The severity of AIDS, however, was simply inconsistent with the administration’s message that it was morning again in America. One of the most striking documents in “Secret City” is a draft of the president’s statement when his prominent friend Rock Hudson died of the disease, the word “deeply” scribbled before “saddened”, along with the line “he we will be sorely missed.” .” Kirchick also reproduces in full a long and poignant letter from Bob Waldron, faithful assistant of Lyndon B. Johnson, to the friend who betrayed his confidences about his sexuality and ruined his career.

“Secret City” is a luxurious, one-pound-slow Cadillac, not to be mastered in one sitting. It would be best read at the purple hour with a little glass of brandy in a paneled bookcase, one of those with a rolling ladder to knock down some of the faded mid-century bestsellers that resurface in these pages. , like Vidal’s “The City and the City”. the Pillar” – the narrative improves considerably each time this controversial and courteous writer arrives on the scene – “Washington Confidential”, by Jack Lait and Lee Mortimer (1951), with its legendary “Garden of Pansies”; and Allen Drury’s “Advise and Consent” (1959), which won a Pulitzer and was made into a film by Otto Preminger.

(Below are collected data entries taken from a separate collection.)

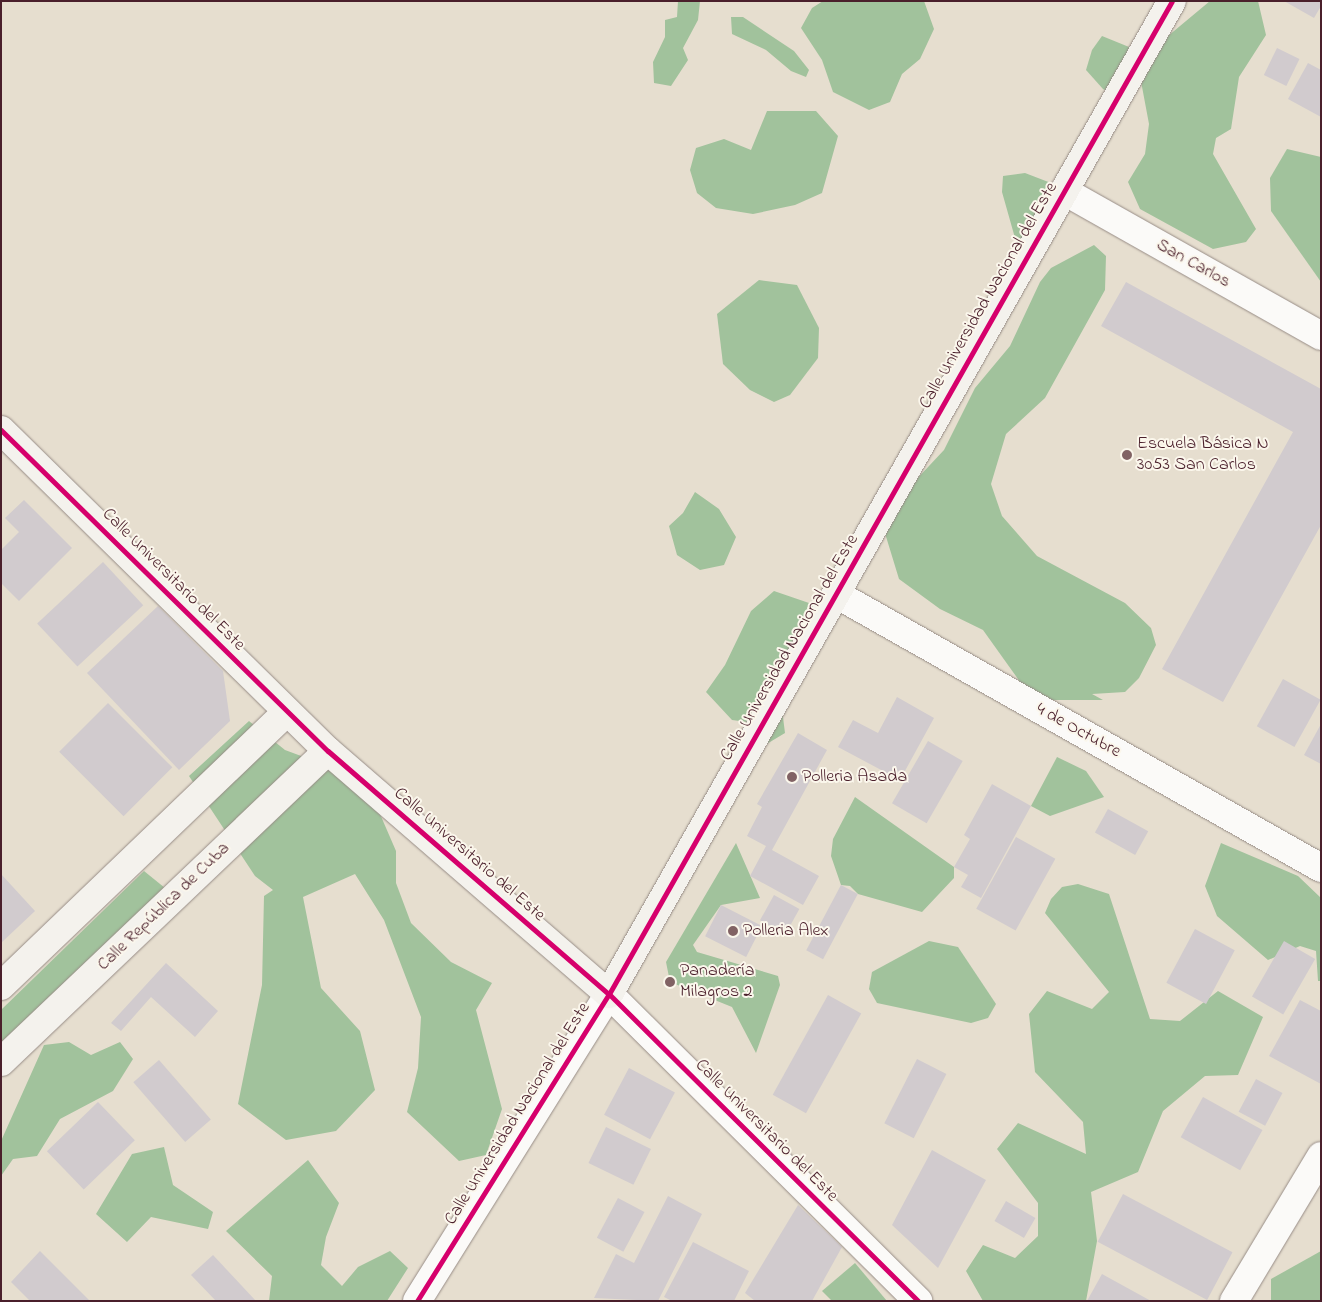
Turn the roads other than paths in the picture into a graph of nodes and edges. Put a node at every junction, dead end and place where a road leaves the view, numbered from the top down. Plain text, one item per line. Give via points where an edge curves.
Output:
1 (1172, 1) edge
2 (1064, 191) junction
3 (1321, 336) edge
4 (1, 430) edge
5 (836, 594) junction
6 (287, 712) junction
7 (328, 751) junction
8 (1321, 868) edge
9 (1, 986) edge
10 (609, 994) junction
11 (1, 1062) edge
12 (1321, 1156) edge
13 (417, 1301) edge
14 (918, 1301) edge
15 (1234, 1301) edge

1 - 2 street, Calle Universidad Nacional del Este
2 - 3 street, San Carlos
2 - 5 street, Calle Universidad Nacional del Este
4 - 6 street, Calle Universitario del Este
5 - 8 street, 4 de Octubre
5 - 10 street, Calle Universidad Nacional del Este
6 - 7 street, Calle Universitario del Este
6 - 9 street
7 - 10 street, Calle Universitario del Este
7 - 11 street, Calle República de Cuba
10 - 13 street, Calle Universidad Nacional del Este
10 - 14 street, Calle Universitario del Este
12 - 15 street

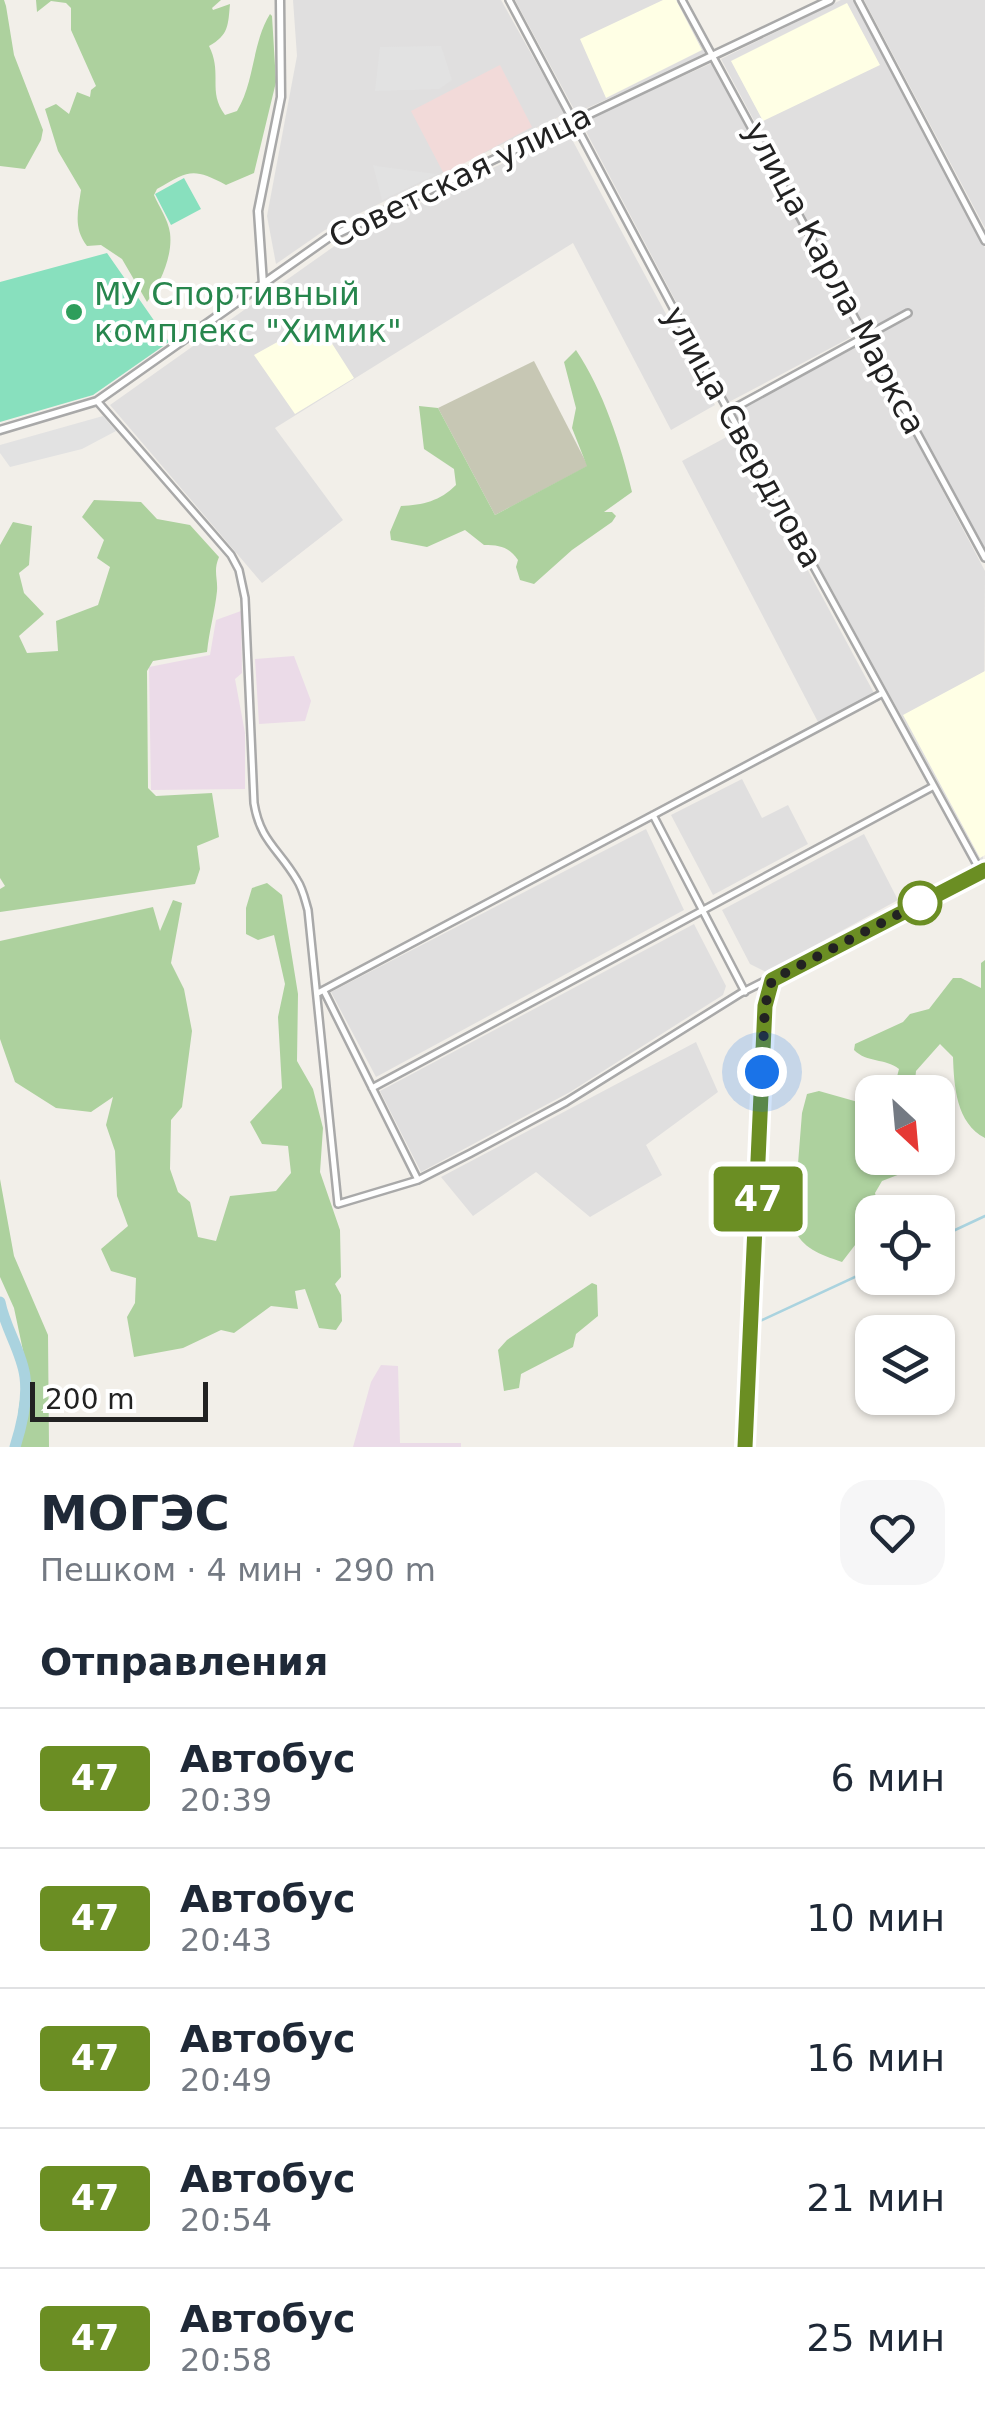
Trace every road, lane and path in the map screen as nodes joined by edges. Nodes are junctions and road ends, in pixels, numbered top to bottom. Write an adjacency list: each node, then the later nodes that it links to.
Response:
1 (280, 0): 9 (street)
2 (509, 0): 7 (street, улица Свердлова)
3 (682, 0): 6 (street, улица Карла Маркса)
4 (830, 0): 6 (street, Советская улица)
5 (858, 0): 8 (street)
6 (714, 57): 7 (street, Советская улица); 11 (street, улица Карла Маркса)
7 (574, 120): 9 (street, Советская улица); 13 (street, улица Свердлова)
8 (985, 240)
9 (263, 285): 12 (street, Советская улица)
10 (908, 313): 11 (street)
11 (866, 336): 13 (street); 15 (street, улица Карла Маркса)
12 (97, 401): 14 (street, Советская улица); 22 (street)
13 (728, 411): 16 (street, улица Свердлова)
14 (0, 430)
15 (985, 558)
16 (883, 692): 17 (street, улица Свердлова); 18 (street)
17 (934, 786): 19 (street, улица Свердлова); 20 (street)
18 (653, 815): 20 (street); 22 (street)
19 (983, 871): 21 (street)
20 (703, 910): 23 (street); 24 (street)
21 (772, 980): 23 (street); 26 (street)
22 (321, 992): 24 (street); 25 (street)
23 (745, 992): 25 (street)
24 (372, 1088): 25 (street)
25 (418, 1180)
26 (745, 1447)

It’s also a Baedeker of significant locations (map included): the playful Chicken Hut bar where Teboe met his murderers; the “Fruit Loop” of the Dupont Circle pickup scene that developed in the 1960s; the Cinema Follies, the pornographic theater where nine men died in a fire in 1977; the “gay corner” of the Congressional Cemetery; and, more fortunately, the Lambda Rising bookstore.

It is overwhelmingly a gallery of the white male gay triarchy, with lesbians and people of color mostly on the fringes. And Kirchick seems to run out of gas towards the end, as the gay situation improves. Although he spoke of the defeat of the Defense of Marriage Act in a triumphalist essay for L’Atlantique in 2019 that angered some on the left, there is only a brief mention here; nothing about Pete Buttigieg’s presidential candidacy and subsequent cabinet appointment; little about the rise of the LGBTQ rainbow. But as an epic of a dark age, complex and nuanced, “Secret City” is gratifying in the extreme.